Tuesday, August 31, 2010

Seven songs of summer

None of these was released this summer, but they all got stuck in my head, kept popping up on KEXP, or otherwise made an impression.

"Black Sheep" (written by Metric, performed by Brie Larson)
When movies feature fictional bands that are supposed to rock, they usually suck. In fact, they tend to suck so much that their (equally fictional) fans' devotion is hard, if not impossible, to believe. The made-up bands in Scott Pilgrim vs. The World, on the other hand, have a secret weapon: They're either real bands performing under false names (e.g., Crash And The Boys = Broken Social Scene), or their music was written by honest-to-God musicians with tons of actual fans.
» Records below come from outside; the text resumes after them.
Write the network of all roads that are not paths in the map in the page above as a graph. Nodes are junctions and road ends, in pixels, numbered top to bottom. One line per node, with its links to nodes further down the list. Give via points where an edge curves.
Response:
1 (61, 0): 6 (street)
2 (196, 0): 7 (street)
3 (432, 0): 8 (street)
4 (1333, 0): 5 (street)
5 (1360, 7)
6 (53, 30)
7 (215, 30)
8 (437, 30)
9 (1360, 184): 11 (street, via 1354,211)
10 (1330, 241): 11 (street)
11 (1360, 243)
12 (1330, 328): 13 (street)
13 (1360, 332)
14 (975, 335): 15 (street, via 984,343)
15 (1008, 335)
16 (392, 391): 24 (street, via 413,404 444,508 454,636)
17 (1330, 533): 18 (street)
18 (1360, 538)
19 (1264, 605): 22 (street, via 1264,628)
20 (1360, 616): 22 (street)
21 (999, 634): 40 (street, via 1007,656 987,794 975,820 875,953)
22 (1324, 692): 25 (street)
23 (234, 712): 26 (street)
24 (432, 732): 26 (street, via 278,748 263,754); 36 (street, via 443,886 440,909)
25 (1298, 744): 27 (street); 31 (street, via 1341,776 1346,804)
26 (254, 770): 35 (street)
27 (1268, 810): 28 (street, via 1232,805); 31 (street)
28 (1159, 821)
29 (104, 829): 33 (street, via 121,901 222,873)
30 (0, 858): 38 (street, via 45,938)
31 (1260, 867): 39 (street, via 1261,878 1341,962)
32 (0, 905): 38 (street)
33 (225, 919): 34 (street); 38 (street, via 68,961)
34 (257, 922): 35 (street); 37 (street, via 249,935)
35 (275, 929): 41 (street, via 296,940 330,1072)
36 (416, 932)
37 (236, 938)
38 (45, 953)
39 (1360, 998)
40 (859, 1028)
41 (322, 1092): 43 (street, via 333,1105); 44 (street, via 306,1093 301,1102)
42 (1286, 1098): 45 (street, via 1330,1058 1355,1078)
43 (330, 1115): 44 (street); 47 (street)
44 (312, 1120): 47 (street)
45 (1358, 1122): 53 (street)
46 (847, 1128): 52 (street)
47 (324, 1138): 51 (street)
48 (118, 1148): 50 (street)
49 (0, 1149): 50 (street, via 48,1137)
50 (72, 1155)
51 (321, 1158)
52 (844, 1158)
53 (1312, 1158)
Beck wrote the songs played by Scott Pilgrim's band, Sex Bob-Omb, including the endearing Iggy Pop rip-off "Garbage Truck"; and Canadian pop powerhouse Metric wrote "Black Sheep," an unreleased track that Brie Larson -- as Envy Adams, the singer for fictional band The Clash At Demonhead -- nails to the wall. Whether or not you're a Metric fan, it's hard to deny the craftsmanship and outright catchiness of the song, and suddenly the throngs of worshipful fans make sense.

"Gimme Sympathy" (Metric)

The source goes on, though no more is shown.